How could I turn down a chance to review a copy of Marie Porter’s “Sweet Corn Spectacular”? For at least a decade, my sister and I have been exchanging corn-themed gifts, a gag that sometimes goes viral when other family and friends find an interesting object that fits with the corn theme. Yet the only way I’d ever cooked fresh corn, aside from making corn relish, was to boil it and serve with butter.
Marie Porter, born in Manitoba and transplanted in Minnesota, wrote “Sweet Corn Spectacular” to share some of the recipes that she and her “corn freak” (her description) husband enjoy. While I’m not ready to adopt her occasional practice of having a “Day of Corn”, during which she serves only corn-based meals and snacks, I have been motivated to add more corn dishes to my repertoire.
Visually, the book is a modest effort, lacking the glossy paper and lavish photographs of high-end cookbooks. There are, however, some nice black and white photos, and the fonts and page layouts make it easy to read and follow the recipes.
The material is arranged logically into an introductory chapter called “corn: the basics”, followed by chapters on breakfast foods, appetizers and side dishes, main dishes, condiments and beverages, and desserts. It is well-indexed.
Porter’s writing style is informal, and her voice comes through loud and clear in the writing, with personal comments and vignettes to accompany the recipes.
The recipes that I tried worked well, and were tasty. I particularly enjoyed the Corn Frittata, which was easy to make and tasted just as good when we ate the leftover portion the day after it was cooked, and a high-fat but absolutely delicious Mexican salad called Esquites. Once in awhile, as in the case of Basic Corn Buttermilk Scones, we wondered what the purpose of the corn was, and questioned whether it added anything to the quality of the dish.

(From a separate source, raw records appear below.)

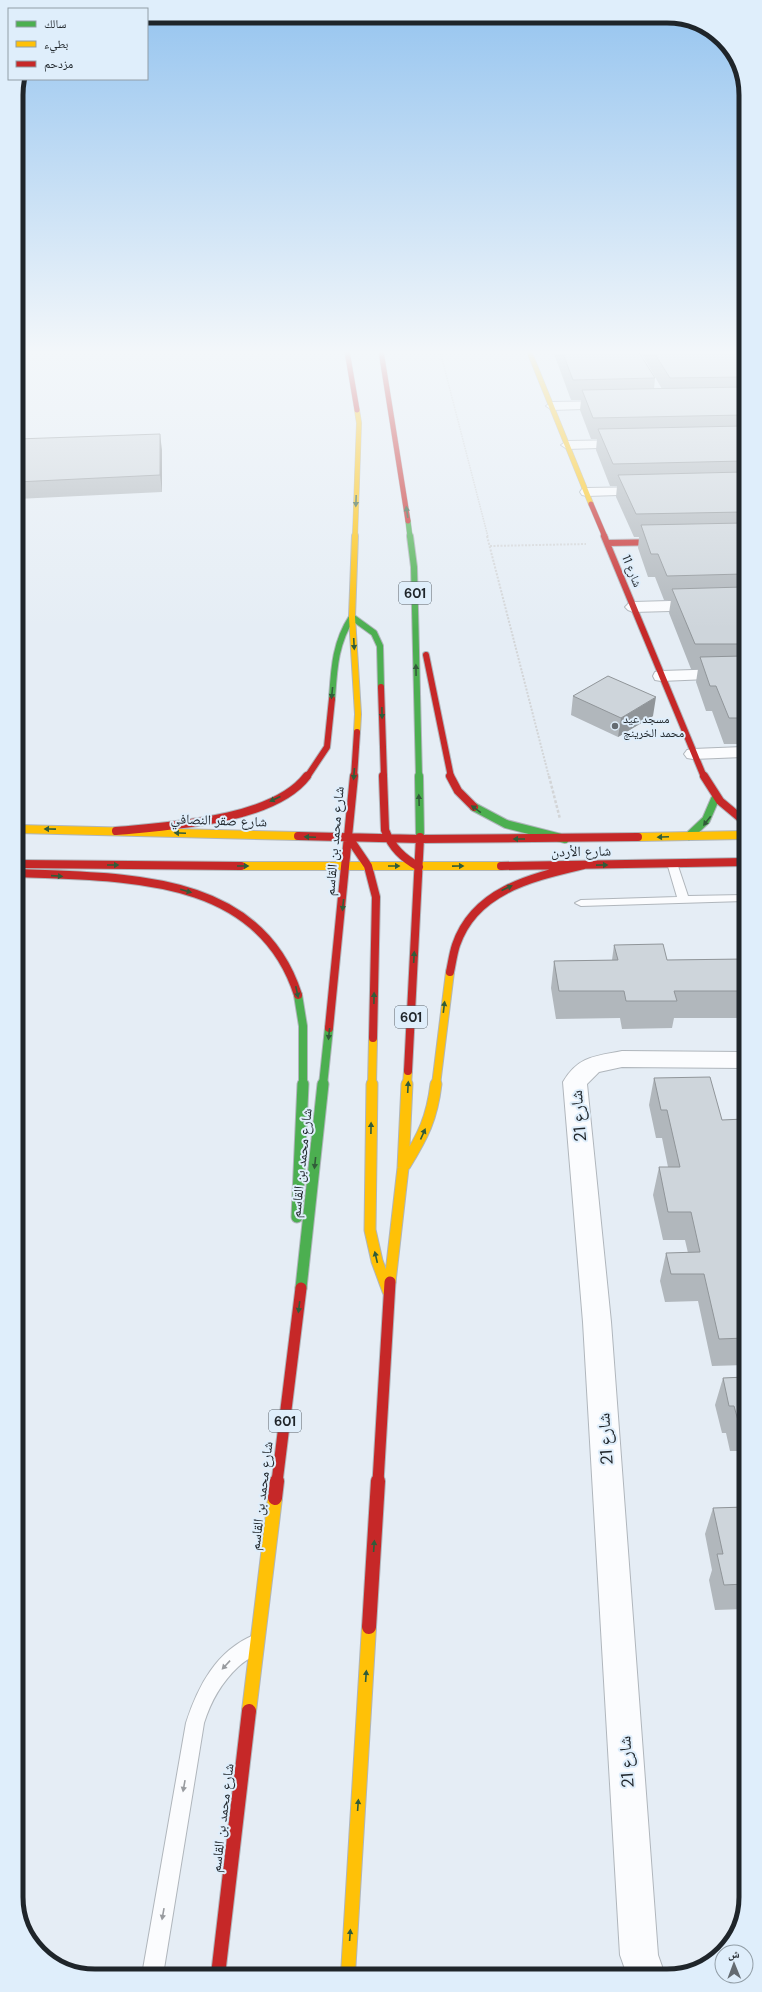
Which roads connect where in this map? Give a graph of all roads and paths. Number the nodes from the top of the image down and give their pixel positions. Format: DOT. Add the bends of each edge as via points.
graph roads {
  1 [pos="357,444"];
  2 [pos="388,444"];
  3 [pos="396,444"];
  4 [pos="464,444"];
  5 [pos="639,444"];
  6 [pos="567,445"];
  7 [pos="390,470"];
  8 [pos="657,490"];
  9 [pos="587,492"];
  10 [pos="398,522"];
  11 [pos="410,534"];
  12 [pos="679,542"];
  13 [pos="607,543"];
  14 [pos="490,546"];
  15 [pos="739,604"];
  16 [pos="633,607"];
  17 [pos="352,617"];
  18 [pos="416,630"];
  19 [pos="739,674"];
  20 [pos="661,676"];
  21 [pos="739,752"];
  22 [pos="693,754"];
  23 [pos="715,799"];
  24 [pos="739,817"];
  25 [pos="23,829"];
  26 [pos="116,830"];
  27 [pos="739,834"];
  28 [pos="689,836"];
  29 [pos="349,838"];
  30 [pos="387,838"];
  31 [pos="420,839"];
  32 [pos="565,839"];
  33 [pos="739,862"];
  34 [pos="672,863"];
  35 [pos="23,864"];
  36 [pos="584,865"];
  37 [pos="347,866"];
  38 [pos="368,866"];
  39 [pos="419,866"];
  40 [pos="23,873"];
  41 [pos="739,898"];
  42 [pos="684,900"];
  43 [pos="581,903"];
  44 [pos="739,1060"];
  45 [pos="403,1168"];
  46 [pos="302,1284"];
  47 [pos="390,1294"];
  48 [pos="257,1642"];
  49 [pos="153,1969"];
  50 [pos="219,1969"];
  51 [pos="348,1969"];
  52 [pos="644,1969"];
  1 -- 17 [label="main road, شارع محمد بن القاسم / 601, one-way"];
  2 -- 7 [label="main road"];
  11 -- 3 [label="main road, 601, one-way"];
  4 -- 14 [label="path"];
  5 -- 6 [label="street"];
  6 -- 9 [label="main road, شارع 11"];
  8 -- 9 [label="street"];
  9 -- 13 [label="main road, شارع 11"];
  10 -- 11 [label="main road"];
  11 -- 18 [label="main road, 601"];
  12 -- 13 [label="main road"];
  13 -- 14 [label="path"];
  13 -- 16 [label="main road, شارع 11"];
  14 -- 32 [label="path"];
  15 -- 16 [label="street"];
  16 -- 20 [label="main road, شارع 11"];
  17 -- 26 [label="main road, one-way" via="339,637 327,746 322,760 312,774 277,799 228,816"];
  17 -- 29 [label="main road, شارع محمد بن القاسم / 601, one-way" via="358,714"];
  17 -- 30 [label="main road, one-way" via="374,633 380,646"];
  31 -- 18 [label="main road, 601, one-way"];
  32 -- 18 [label="main road, one-way" via="529,832 490,818 475,809 454,787 426,656"];
  19 -- 20 [label="street"];
  20 -- 22 [label="main road, شارع 11"];
  21 -- 22 [label="street"];
  22 -- 23 [label="main road, شارع 11"];
  23 -- 24 [label="main road, شارع 11"];
  23 -- 28 [label="main road, one-way" via="709,819"];
  26 -- 25 [label="main road, شارع صقر النصافي, one-way"];
  29 -- 26 [label="main road, شارع صقر النصافي, one-way"];
  27 -- 28 [label="main road, شارع الأردن"];
  28 -- 32 [label="main road, شارع الأردن, one-way"];
  29 -- 30 [label="main road, شارع صقر النصافي"];
  29 -- 37 [label="main road, شارع محمد بن القاسم / 601"];
  29 -- 38 [label="main road"];
  30 -- 31 [label="main road, شارع صقر النصافي"];
  30 -- 39 [label="main road" via="393,849 404,859"];
  32 -- 31 [label="main road, شارع الأردن, one-way"];
  31 -- 39 [label="main road, 601"];
  33 -- 34 [label="main road, شارع الأردن"];
  36 -- 34 [label="main road, شارع الأردن, one-way"];
  34 -- 42 [label="lane"];
  35 -- 37 [label="main road, one-way"];
  39 -- 36 [label="main road, شارع الأردن, one-way"];
  45 -- 36 [label="main road, one-way" via="422,1136 434,1102 452,955 462,925 472,911 503,889 528,879"];
  37 -- 38 [label="main road"];
  37 -- 46 [label="main road, شارع محمد بن القاسم / 601, one-way"];
  38 -- 39 [label="main road, one-way"];
  47 -- 38 [label="main road, one-way" via="377,1261 370,1230 376,905 375,886"];
  45 -- 39 [label="main road, 601, one-way"];
  40 -- 46 [label="main road, one-way" via="124,880 187,890 236,911 279,952 296,988 302,1033 304,1064 297,1229"];
  41 -- 42 [label="lane"];
  42 -- 43 [label="lane"];
  44 -- 52 [label="street, شارع 21" via="622,1059 592,1065 575,1082 597,1322 639,1955"];
  45 -- 47 [label="main road, 601"];
  46 -- 48 [label="main road, شارع محمد بن القاسم / 601, one-way"];
  51 -- 47 [label="main road, 601, one-way"];
  48 -- 49 [label="lane, one-way" via="242,1650 217,1674 200,1705"];
  48 -- 50 [label="main road, شارع محمد بن القاسم / 601"];
}
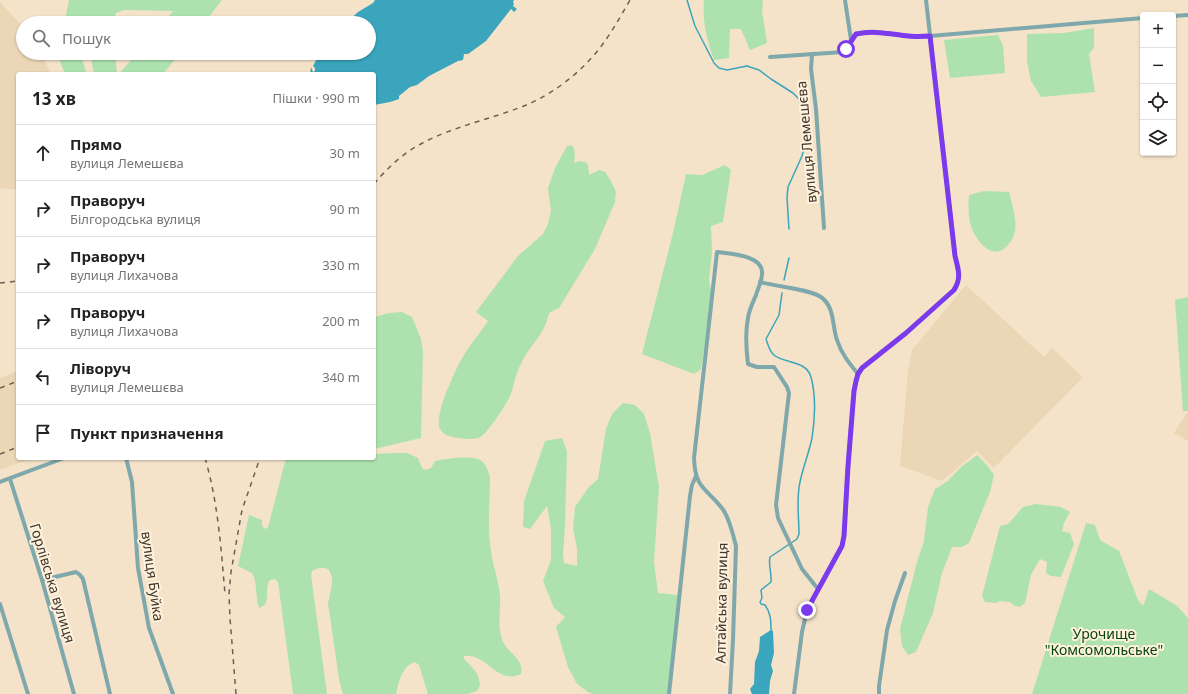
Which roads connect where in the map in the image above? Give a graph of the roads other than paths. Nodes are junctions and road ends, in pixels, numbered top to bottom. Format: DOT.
graph roads {
  1 [pos="845,0"];
  2 [pos="926,0"];
  3 [pos="1188,15"];
  4 [pos="1176,16"];
  5 [pos="1140,18"];
  6 [pos="930,36"];
  7 [pos="852,38"];
  8 [pos="812,54"];
  9 [pos="770,57"];
  10 [pos="824,228"];
  11 [pos="760,282"];
  12 [pos="858,374"];
  13 [pos="59,460"];
  14 [pos="126,460"];
  15 [pos="696,476"];
  16 [pos="10,479"];
  17 [pos="0,482"];
  18 [pos="905,573"];
  19 [pos="42,580"];
  20 [pos="818,589"];
  21 [pos="0,604"];
  22 [pos="28,694"];
  23 [pos="74,694"];
  24 [pos="110,694"];
  25 [pos="173,694"];
  26 [pos="669,694"];
  27 [pos="730,694"];
  28 [pos="794,694"];
  29 [pos="879,694"];
  1 -- 7 [label="street"];
  2 -- 6 [label="street"];
  3 -- 4 [label="street"];
  5 -- 6 [label="street"];
  6 -- 7 [label="street"];
  6 -- 12 [label="street"];
  7 -- 8 [label="street"];
  8 -- 9 [label="street"];
  8 -- 10 [label="street, вулиця Лемешєва"];
  11 -- 12 [label="street"];
  11 -- 15 [label="street, Алтайська вулиця"];
  11 -- 20 [label="street"];
  12 -- 20 [label="street"];
  13 -- 16 [label="street"];
  14 -- 25 [label="street, вулиця Буйка"];
  15 -- 26 [label="street, Алтайська вулиця"];
  15 -- 27 [label="street, Алтайська вулиця"];
  16 -- 17 [label="street"];
  16 -- 19 [label="street, Горлівська вулиця"];
  18 -- 29 [label="street"];
  19 -- 23 [label="street, Горлівська вулиця"];
  19 -- 24 [label="street"];
  20 -- 28 [label="street"];
  21 -- 22 [label="street"];
}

Of the six techniques described for cooking corn on the grill, I tried the easiest, which is to shuck the corn and grill over indirect heat for 8-10 minutes. I liked the simplicity, which I preferred over a method I’d tried long ago, that entailed soaking unhusked ears of corn in water, grilling it intact over direct heat, and then removing the charred husks and silk from the hot cobs of corn.
I found that the yield is off for the Hearty Corn and Black Bean Soup, though that’s not really a problem, as it makes a delicious meal. Perhaps she counts on larger helpings than I do, but I get about 6 servings when using only ¼ of the quantities listed, which, based on the author’s numbers, should produce 1 ½-2 servings.
It’s a big, thick, hearty soup, to serve as an entrée, not a starter. I used chicken broth labelled 35 per cent less salt and omitted the additional salt that the recipe calls for. Next time I make it, I’ll use no-added-salt broth, as the bacon adds a significant salty flavour. I drained off and discardeda the bacon fat before adding the beans and broth. We liked it topped with sour cream and minced cilantro leaves, and I plan to try it topped with plain Greek yogurt. You can, of course, adjust the number of jalapeños to suit your taste for heat. I’ve added metric measurements.
Hearty Corn and Black Bean Soup
Adapted from Porter, Marie: “Sweet Corn Spectacular”. Minnesota Historical Society Press, St. Paul, MN, 2013.
2 large onions, chopped
500 g (1 lb) bacon, chopped
1 kg (2 lb) dried black beans
3 L (12 ½ cups) chicken broth
1 - 2 bottles light-tasting beer, or use 500 mL - 1 L (2 - 4 cups) water or
additional chicken broth
6 ears fresh sweet corn, husks removed
juice and zest of 2 limes
6 ribs celery, chopped
3 green bell peppers, chopped
2 red bell peppers, chopped
1 yellow bell pepper, chopped
3 jalapeños, finely chopped
6 cloves garlic, pressed or minced
10 mL (2 tsp) cumin
5 mL (1 tsp) salt (I omitted)
5 mL (1 tsp) pepper
Optional toppings: Cheddar cheese, sour cream, crumbled cooked bacon
In a large, heavy pot, cook onions and bacon over medium heat, stirring, until bacon is cooked but not crispy. Add black beans, chicken broth, and beer, and heat to boiling. Once mixture comes to a boil, stir it once, cover it with a lid, and remove from heat. Allow to sit for 1 hour. Return mixture to a boil. Reduce heat and simmer for 1 hour, stirring frequently.
Using a sharp knife, carefully cut kernels off the ears of corn. Add kernels to pot along with lime juice and zest, celery, peppers, jalapeño, garlic, and seasonings. Continue to simmer for another 20 minutes, until beans and all vegetables are tender and soup is quite thick.
Serve hot, topped with Cheddar cheese, sour cream, and/or crumbled bacon.
Marie Porter’s “Sweet Corn Spectacular” is part of the Northern Plate series from Minnesota Historical Society Press, 345 Kellogg Blvd. W., St. Paul, MN 55102-1906.